**What you are asked to do:** Could you say how many lines below contain the word "where"? Give the number with no other text.

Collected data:

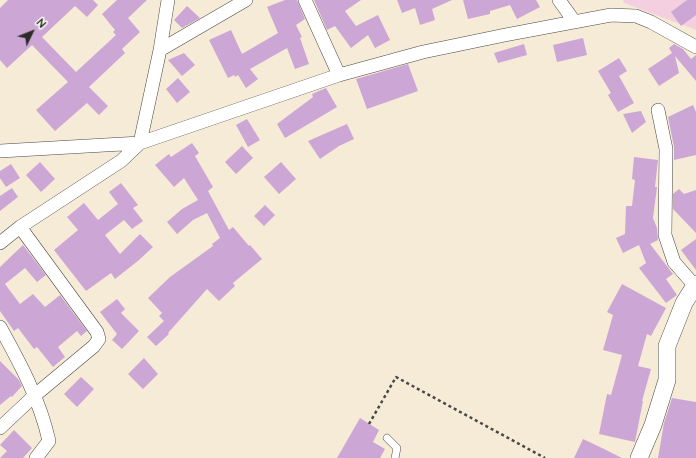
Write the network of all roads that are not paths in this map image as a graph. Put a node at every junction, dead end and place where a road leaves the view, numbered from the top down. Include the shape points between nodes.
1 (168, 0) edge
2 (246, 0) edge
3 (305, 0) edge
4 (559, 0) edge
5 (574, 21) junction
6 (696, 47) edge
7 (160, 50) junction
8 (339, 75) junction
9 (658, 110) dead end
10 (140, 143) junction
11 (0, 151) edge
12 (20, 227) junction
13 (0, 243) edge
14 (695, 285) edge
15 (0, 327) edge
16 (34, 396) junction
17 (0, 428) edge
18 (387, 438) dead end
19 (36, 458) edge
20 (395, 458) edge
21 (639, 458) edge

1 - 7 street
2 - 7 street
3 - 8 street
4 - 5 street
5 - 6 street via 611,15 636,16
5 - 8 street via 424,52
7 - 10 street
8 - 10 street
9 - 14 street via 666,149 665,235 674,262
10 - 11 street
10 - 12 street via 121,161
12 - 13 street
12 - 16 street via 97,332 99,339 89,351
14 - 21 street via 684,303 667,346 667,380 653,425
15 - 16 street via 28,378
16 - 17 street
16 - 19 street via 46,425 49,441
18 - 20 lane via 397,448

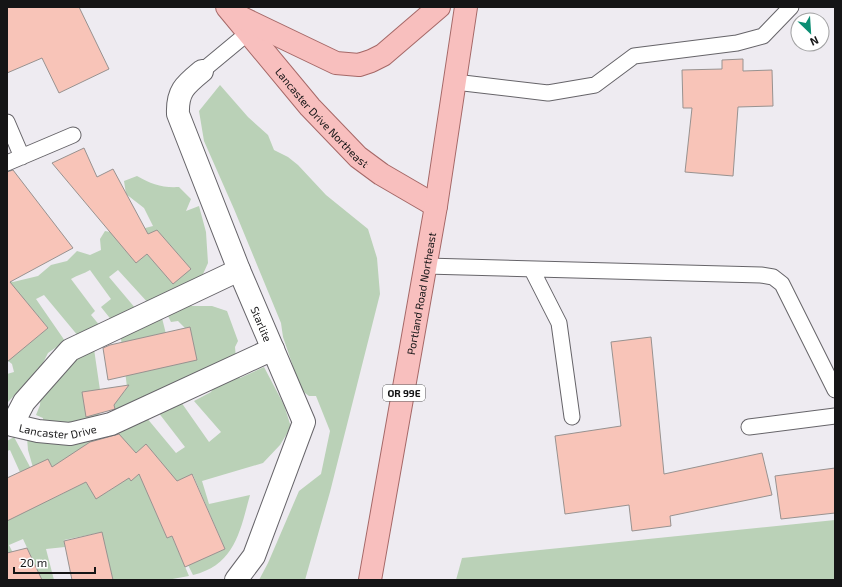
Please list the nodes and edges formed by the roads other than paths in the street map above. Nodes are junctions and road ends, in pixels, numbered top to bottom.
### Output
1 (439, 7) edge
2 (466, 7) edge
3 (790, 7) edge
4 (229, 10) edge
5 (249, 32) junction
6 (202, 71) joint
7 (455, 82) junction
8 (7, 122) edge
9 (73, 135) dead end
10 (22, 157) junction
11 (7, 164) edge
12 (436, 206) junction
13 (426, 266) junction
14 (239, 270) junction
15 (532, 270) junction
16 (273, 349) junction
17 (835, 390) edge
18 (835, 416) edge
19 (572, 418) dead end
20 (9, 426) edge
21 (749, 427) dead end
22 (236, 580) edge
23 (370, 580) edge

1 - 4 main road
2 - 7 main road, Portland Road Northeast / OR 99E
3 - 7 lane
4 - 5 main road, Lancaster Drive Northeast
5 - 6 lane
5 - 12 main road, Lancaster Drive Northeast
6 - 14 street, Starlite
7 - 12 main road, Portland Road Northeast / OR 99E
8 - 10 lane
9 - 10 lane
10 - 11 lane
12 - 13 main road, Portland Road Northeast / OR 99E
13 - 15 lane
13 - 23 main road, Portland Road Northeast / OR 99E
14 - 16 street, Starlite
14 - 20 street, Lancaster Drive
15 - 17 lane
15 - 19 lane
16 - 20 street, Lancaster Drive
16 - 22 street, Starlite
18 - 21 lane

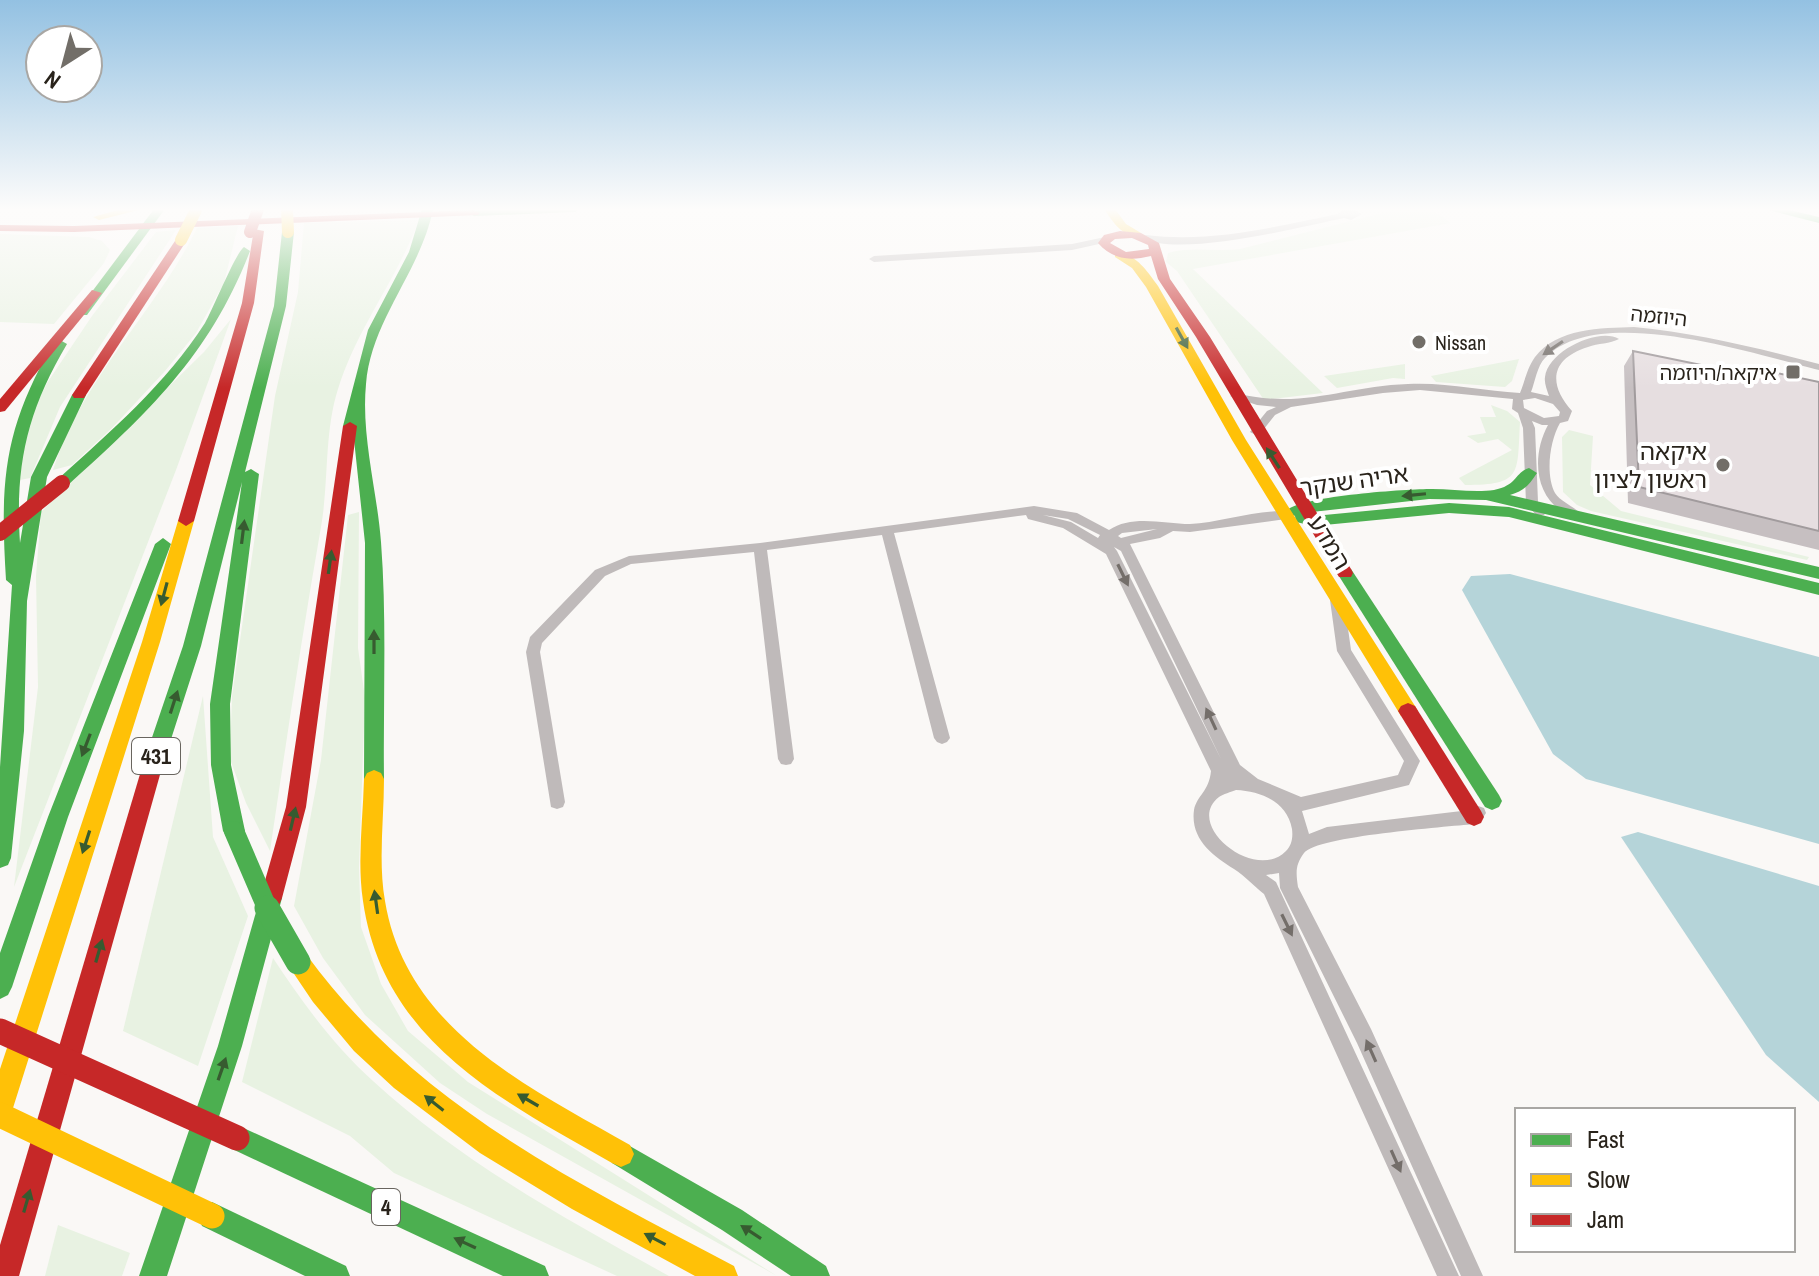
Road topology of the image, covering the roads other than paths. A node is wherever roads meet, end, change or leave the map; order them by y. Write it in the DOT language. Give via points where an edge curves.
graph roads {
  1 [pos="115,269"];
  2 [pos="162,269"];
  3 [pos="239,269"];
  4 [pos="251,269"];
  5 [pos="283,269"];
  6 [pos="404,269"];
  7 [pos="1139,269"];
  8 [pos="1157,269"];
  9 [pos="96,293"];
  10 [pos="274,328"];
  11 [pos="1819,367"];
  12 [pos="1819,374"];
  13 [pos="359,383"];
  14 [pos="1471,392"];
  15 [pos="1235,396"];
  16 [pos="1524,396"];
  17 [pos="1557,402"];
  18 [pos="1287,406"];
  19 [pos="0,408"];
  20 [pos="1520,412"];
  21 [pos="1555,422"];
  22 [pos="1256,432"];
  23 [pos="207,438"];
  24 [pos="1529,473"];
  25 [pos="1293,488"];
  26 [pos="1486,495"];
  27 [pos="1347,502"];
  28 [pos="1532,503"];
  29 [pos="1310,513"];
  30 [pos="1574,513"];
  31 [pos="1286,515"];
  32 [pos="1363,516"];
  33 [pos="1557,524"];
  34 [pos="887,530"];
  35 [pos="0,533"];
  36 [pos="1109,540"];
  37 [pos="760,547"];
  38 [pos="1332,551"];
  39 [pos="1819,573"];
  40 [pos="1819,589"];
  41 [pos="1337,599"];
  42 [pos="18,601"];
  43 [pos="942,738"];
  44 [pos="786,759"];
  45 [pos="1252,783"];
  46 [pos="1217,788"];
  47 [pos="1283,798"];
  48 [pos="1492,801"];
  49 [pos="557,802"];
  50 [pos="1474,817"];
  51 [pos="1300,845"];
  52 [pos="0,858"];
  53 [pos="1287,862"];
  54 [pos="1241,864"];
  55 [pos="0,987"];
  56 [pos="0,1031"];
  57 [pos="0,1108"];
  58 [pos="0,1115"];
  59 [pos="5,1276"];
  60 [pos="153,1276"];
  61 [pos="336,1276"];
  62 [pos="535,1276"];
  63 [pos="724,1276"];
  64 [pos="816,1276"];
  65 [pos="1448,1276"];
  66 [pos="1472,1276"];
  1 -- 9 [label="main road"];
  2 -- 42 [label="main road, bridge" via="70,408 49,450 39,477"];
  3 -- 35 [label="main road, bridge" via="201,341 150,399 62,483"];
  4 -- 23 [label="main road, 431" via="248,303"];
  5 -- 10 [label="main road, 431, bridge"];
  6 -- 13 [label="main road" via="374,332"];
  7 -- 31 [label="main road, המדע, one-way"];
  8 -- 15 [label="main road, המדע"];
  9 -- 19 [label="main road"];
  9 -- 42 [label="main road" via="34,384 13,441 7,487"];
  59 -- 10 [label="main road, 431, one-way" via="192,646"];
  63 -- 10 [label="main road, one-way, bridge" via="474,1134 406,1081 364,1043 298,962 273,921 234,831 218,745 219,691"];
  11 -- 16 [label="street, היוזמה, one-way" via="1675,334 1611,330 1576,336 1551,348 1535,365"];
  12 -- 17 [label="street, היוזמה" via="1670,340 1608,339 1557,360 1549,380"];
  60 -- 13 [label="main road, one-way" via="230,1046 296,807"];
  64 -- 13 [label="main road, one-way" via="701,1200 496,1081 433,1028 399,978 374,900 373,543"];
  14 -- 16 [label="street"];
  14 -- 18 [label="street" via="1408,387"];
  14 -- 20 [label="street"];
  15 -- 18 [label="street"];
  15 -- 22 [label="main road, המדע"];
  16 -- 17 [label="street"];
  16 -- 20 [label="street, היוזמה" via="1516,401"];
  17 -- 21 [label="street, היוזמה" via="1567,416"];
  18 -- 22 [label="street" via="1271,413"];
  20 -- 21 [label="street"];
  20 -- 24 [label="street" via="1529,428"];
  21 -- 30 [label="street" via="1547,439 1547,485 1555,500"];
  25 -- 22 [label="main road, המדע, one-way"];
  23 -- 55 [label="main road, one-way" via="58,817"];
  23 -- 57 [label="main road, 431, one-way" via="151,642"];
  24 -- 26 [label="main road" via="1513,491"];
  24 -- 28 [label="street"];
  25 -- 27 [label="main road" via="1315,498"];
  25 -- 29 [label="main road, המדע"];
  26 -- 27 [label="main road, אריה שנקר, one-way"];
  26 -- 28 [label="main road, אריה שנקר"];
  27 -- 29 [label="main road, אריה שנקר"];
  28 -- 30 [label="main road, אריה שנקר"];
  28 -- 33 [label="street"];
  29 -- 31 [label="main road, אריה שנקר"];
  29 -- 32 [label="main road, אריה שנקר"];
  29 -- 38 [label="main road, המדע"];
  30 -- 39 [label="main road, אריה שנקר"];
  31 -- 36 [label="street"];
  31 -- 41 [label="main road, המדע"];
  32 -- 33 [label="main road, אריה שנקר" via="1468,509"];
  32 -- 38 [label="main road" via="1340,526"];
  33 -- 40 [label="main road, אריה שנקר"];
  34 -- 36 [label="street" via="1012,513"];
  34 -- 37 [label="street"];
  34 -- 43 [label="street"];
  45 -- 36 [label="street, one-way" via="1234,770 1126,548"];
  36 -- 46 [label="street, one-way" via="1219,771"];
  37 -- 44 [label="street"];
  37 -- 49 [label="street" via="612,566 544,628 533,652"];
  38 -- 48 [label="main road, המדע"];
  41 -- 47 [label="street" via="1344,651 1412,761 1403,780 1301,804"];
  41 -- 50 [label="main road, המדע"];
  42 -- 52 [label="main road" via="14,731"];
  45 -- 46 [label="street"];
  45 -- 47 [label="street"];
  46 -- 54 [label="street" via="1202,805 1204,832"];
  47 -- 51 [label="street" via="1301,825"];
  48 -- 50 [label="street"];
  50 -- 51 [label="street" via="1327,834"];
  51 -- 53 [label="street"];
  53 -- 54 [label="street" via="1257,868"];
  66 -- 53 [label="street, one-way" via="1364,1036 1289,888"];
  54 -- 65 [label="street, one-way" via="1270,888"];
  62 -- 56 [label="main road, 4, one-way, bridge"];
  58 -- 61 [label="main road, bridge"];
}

**Written response:** 2